La principal lección que nos deja el progreso de estos últimos años es que en realidad no hemos progresado en absoluto. El paso de la escasez a una cierta abundancia ha sacado a relucir esa pobreza nuestra que nada tiene que ver con lo material.
Revestidos de ropas, teléfonos, automóviles y departamentos, vamos hoy orgullosos de haber trocado el hambre por la gula, salivando, insaciables, bajo el hechizo de ese engañoso monosílabo que es la palabra “más”.
Hasta que nos descubrimos sitiados por autoridades que matan por desviar millones, empresarios que defraudan por acumularlos, narcos que desfilan armados como estrellas de cine, policías y ciudadanos que se agarran a golpes y calles colmadas de carros relucientes pero quietos, atascados en un tráfico que sobrepasa lo vehicular y que nos invita a mirarnos, embotados, hastiados, ojalá al borde de por fin preguntarnos: “¿más?”.
O de preguntarnos, a lo mejor sedientos de cualquier esperanza, si lo ocurrido en estos días a orillas de la Costa Verde no podrá convertirse acaso en un inesperado pero muy necesitado punto de inflexión. Porque no es un carril más lo que nos hace falta, sino una pausa, una tregua, un espacio mental para pensar sobre esta forma de pensar.

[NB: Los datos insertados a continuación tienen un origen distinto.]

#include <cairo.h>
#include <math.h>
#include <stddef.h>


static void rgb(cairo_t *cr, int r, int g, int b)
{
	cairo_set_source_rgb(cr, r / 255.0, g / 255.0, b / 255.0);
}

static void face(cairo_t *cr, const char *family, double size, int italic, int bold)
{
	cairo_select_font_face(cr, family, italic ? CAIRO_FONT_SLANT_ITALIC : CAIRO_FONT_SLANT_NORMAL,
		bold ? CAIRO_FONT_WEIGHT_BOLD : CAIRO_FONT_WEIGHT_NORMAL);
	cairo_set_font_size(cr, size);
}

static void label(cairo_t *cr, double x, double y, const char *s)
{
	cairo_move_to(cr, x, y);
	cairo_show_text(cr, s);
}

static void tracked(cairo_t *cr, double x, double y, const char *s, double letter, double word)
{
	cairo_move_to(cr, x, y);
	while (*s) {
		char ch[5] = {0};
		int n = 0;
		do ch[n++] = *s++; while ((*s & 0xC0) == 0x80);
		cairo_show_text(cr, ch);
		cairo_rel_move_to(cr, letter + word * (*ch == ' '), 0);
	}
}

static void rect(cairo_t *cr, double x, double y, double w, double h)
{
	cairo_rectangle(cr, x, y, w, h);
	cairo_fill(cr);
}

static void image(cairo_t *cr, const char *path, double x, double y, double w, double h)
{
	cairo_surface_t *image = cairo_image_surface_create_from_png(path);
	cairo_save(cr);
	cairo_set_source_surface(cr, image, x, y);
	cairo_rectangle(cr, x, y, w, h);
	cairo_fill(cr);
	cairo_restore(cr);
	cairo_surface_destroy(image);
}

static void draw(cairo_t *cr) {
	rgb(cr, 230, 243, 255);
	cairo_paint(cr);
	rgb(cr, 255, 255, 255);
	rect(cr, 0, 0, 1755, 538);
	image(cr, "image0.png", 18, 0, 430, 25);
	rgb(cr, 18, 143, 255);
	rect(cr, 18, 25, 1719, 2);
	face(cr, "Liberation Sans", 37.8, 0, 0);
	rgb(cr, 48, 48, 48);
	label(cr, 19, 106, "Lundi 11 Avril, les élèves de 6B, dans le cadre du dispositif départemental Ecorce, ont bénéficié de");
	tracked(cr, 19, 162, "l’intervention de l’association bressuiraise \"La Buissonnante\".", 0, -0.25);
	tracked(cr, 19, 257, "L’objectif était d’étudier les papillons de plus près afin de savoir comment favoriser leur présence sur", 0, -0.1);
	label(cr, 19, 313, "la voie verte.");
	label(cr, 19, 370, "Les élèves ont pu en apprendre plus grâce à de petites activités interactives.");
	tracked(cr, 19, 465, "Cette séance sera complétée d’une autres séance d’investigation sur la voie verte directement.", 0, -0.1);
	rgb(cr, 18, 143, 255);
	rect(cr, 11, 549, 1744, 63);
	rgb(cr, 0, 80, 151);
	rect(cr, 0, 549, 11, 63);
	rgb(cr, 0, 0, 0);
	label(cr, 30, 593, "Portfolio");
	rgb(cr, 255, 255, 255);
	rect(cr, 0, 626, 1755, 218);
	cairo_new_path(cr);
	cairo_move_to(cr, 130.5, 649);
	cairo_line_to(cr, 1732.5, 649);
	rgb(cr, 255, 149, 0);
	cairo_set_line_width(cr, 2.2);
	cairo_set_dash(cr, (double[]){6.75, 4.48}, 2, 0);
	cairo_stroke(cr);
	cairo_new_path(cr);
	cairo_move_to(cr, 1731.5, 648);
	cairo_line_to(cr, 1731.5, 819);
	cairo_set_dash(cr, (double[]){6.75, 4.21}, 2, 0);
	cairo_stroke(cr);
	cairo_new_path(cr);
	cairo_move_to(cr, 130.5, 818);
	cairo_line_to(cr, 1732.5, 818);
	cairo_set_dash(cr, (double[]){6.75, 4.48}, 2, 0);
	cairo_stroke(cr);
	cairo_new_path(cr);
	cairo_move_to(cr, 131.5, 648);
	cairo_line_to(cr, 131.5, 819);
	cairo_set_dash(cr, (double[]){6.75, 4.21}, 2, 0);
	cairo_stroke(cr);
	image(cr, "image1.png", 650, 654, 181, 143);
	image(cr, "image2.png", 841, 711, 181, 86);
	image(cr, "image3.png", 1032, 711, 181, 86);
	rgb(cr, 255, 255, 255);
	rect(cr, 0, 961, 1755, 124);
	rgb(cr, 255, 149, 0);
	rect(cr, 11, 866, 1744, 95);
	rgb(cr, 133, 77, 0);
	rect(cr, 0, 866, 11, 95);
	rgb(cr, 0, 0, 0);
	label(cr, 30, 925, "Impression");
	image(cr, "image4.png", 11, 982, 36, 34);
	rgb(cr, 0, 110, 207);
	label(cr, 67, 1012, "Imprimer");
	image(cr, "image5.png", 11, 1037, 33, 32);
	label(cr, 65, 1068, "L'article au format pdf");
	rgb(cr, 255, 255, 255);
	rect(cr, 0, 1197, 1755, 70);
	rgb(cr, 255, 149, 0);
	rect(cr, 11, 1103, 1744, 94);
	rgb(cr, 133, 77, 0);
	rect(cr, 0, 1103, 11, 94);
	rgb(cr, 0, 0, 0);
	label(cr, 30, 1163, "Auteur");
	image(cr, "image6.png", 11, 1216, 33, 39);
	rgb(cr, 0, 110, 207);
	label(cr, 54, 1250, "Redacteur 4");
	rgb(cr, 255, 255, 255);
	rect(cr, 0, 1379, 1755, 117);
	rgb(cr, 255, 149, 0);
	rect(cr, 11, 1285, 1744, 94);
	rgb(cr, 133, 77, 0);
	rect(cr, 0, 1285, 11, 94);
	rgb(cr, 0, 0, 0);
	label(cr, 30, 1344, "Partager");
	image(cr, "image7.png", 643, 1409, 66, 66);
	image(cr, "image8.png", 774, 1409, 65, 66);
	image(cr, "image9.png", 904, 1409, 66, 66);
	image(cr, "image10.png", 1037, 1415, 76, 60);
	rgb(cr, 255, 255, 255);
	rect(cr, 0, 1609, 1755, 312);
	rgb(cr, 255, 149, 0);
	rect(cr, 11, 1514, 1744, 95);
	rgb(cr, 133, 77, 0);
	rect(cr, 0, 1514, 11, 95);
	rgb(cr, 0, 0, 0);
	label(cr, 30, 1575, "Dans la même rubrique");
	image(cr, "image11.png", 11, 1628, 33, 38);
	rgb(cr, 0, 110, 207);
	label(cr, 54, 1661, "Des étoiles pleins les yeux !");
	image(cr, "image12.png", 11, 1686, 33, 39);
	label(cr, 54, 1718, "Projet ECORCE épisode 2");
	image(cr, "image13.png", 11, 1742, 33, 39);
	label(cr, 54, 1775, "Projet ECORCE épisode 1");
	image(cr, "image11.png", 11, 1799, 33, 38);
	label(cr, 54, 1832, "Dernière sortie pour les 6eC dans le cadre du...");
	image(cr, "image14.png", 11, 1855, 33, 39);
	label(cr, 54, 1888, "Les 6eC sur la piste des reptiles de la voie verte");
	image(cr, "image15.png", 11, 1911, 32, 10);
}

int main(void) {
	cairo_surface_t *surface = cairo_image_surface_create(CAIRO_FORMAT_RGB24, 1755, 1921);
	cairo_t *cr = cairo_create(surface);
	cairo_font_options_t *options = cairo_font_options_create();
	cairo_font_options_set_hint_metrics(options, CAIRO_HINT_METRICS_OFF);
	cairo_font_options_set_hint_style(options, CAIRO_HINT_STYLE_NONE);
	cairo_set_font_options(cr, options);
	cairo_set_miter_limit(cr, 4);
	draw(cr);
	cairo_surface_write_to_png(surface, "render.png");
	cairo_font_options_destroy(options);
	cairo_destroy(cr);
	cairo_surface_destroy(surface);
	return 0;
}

Claro que se puede decir que no hay nada de nuevo, que todas las semanas vemos gente enfrentando a la policía, oponiéndose a proyectos que las autoridades consideran que han de llevarse a cabo, así sea a la fuerza. Y es verdad. Pero también es cierto que, a diferencia de los casos de siempre, en este no resulta igual de fácil —como comentaba en un post mi amiga, la abogada Julissa Mantilla— descalificar la oposición de los tablistas acusándolos de ser “terroristas anticarriles”.
Comprender y dar validez a la resistencia de los tablistas ayuda, a quien no lo hubiera hecho antes, a hacer lo propio con la de cualquier otro grupo de ciudadanos, en cualquier otra parte de nuestro territorio, en oposición a proyectos que las autoridades consideran incuestionables, en tanto promueven la predominante lógica de buscar siempre más.
Porque no es solo la ecología la que debe imponerle límites a nuestra incontinencia, sino fundamentalmente el respeto a las mínimas normas de una civilizada convivencia.
Es así como los sucesos de la Costa Verde podrían orientarnos hacia un cambio de mentalidad. No sería, por cierto, la primera vez que problemas del país consiguen por fin convertirse en “problemas del Perú” por el hecho de suceder en Miraflores —evidencia adicional de cuánto no hemos progresado en medio de tanto progreso—.
El progreso que de verdad necesitamos es cívico y no solo económico; es uno que ponga a la ley por encima de gobernantes y gobernados, que relegue el uso de la fuerza a categoría de excepción y de último recurso; y que haga ver a todos los peruanos como vemos hoy a los vecinos de Miraflores: como ciudadanos, no como pobladores.